◆ **THE PROBLEM**:
In the records that follow, count each line where the string "lane" occurs. Provide the total and no other text.

********************

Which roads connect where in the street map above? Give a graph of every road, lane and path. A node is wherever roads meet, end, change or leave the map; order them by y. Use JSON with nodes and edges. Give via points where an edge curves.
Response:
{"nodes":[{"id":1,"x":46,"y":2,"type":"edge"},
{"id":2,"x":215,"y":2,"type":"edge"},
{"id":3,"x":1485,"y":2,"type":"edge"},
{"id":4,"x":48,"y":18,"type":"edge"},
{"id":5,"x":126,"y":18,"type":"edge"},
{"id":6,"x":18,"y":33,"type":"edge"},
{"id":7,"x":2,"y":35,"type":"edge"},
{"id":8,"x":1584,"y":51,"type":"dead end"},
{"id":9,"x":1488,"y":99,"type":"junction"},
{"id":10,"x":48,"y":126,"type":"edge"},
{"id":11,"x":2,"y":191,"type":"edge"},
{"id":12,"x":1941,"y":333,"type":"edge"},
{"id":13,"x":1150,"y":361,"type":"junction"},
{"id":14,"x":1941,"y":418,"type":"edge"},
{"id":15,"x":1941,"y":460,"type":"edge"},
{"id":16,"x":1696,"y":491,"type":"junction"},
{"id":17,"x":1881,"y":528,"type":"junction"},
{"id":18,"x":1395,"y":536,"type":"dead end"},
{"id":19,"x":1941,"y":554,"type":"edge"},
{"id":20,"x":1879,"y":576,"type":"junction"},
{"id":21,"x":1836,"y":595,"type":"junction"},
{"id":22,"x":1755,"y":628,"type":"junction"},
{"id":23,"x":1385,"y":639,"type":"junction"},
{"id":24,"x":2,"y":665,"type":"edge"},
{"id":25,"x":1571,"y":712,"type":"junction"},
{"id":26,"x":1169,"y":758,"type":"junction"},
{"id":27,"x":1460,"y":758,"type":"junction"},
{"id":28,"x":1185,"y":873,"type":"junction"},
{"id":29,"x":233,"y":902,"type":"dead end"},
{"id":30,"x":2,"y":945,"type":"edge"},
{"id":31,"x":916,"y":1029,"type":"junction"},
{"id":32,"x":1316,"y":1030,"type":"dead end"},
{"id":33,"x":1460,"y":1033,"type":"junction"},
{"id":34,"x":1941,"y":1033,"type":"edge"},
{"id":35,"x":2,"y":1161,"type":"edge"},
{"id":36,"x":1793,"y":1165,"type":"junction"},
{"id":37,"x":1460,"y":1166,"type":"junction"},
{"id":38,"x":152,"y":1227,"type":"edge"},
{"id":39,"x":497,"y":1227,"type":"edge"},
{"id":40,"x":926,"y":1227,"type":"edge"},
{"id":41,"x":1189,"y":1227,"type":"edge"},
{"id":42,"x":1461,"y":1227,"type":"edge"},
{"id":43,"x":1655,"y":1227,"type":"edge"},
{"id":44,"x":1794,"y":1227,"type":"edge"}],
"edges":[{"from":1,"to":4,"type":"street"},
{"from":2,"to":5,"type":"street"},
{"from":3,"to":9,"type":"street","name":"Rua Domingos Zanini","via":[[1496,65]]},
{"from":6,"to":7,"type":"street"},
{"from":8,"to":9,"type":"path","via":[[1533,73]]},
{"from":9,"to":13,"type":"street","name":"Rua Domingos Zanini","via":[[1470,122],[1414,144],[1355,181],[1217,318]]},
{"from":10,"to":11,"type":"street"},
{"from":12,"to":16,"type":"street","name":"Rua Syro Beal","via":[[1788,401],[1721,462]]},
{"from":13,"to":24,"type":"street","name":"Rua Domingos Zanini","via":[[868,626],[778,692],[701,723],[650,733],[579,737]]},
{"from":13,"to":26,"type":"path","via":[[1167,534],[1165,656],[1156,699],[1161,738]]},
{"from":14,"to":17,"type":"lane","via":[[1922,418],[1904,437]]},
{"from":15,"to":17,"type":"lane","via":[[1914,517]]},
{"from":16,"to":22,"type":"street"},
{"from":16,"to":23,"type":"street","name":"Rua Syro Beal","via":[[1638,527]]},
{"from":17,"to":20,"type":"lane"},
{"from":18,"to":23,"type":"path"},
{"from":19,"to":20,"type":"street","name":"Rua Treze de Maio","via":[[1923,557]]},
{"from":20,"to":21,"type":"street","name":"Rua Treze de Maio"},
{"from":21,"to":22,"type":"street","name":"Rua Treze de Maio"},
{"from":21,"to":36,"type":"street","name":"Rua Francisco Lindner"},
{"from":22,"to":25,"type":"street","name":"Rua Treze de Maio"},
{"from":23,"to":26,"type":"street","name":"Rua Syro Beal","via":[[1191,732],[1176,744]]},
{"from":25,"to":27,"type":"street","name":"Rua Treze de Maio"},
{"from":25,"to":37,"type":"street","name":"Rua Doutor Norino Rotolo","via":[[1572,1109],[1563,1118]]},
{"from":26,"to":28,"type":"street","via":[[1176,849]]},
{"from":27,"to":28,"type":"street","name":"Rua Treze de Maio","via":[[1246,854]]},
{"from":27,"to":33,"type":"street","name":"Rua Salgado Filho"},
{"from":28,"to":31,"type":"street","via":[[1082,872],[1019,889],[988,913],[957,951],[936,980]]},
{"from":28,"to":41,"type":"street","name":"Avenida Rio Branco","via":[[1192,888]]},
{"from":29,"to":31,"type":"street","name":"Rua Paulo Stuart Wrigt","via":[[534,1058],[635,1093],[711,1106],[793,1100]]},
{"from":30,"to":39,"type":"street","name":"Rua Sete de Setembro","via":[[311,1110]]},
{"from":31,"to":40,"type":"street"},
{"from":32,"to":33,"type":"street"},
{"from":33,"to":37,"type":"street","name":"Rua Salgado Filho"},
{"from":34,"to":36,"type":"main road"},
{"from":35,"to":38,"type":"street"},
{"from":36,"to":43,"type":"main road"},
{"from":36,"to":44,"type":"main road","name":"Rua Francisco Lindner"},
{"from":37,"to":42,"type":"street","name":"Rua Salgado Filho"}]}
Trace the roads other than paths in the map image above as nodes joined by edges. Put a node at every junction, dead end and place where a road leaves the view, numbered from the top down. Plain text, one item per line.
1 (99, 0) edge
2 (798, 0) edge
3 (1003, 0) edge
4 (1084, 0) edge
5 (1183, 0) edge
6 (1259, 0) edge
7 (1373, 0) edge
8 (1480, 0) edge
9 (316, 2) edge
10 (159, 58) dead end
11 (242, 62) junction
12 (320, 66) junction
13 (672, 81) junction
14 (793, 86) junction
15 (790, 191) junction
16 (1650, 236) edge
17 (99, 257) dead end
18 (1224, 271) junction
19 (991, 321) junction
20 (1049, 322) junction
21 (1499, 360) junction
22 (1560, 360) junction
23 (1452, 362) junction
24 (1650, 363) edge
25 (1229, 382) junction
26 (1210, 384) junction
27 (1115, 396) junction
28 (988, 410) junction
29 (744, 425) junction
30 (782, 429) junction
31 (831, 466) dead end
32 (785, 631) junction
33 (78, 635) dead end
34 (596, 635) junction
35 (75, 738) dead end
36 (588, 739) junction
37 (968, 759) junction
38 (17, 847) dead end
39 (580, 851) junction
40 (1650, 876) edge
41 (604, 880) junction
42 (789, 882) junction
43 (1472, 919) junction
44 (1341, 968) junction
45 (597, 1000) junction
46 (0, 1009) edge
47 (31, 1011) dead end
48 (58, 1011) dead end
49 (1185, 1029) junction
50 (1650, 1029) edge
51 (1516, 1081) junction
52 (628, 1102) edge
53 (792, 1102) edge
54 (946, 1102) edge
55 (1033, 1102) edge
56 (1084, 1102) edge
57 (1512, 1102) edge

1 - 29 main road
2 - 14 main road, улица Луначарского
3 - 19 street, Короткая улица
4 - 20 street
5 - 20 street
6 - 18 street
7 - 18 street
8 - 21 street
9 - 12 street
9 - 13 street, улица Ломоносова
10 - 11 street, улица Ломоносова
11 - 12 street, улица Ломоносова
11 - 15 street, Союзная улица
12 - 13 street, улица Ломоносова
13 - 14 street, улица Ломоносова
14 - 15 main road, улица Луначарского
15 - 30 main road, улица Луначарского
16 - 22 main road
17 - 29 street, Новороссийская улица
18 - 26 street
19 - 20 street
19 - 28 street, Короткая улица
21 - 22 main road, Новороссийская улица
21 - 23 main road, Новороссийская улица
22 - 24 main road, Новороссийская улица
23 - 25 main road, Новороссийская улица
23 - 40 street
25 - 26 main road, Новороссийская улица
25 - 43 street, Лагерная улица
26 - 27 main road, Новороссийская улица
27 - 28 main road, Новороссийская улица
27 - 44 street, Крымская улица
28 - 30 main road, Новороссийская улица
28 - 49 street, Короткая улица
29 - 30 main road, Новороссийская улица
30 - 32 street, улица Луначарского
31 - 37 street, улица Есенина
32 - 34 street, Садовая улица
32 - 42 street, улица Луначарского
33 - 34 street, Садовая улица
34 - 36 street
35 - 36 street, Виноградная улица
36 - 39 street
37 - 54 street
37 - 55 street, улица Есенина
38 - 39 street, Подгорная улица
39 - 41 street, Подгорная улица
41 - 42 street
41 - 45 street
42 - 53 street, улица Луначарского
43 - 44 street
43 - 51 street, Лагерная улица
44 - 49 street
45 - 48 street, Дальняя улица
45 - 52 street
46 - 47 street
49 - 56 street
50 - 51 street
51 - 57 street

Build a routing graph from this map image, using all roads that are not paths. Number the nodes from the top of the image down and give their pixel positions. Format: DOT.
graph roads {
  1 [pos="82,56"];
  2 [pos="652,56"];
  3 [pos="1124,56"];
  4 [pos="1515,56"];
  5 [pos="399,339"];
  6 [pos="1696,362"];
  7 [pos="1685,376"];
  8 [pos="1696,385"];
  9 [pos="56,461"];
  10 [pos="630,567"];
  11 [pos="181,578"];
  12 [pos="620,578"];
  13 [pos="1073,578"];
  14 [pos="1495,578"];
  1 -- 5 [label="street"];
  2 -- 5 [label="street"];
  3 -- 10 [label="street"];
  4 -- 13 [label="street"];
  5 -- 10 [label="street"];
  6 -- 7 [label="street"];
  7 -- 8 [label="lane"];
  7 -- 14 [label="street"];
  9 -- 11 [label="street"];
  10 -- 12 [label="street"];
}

********************

◆ **RESULT**:
5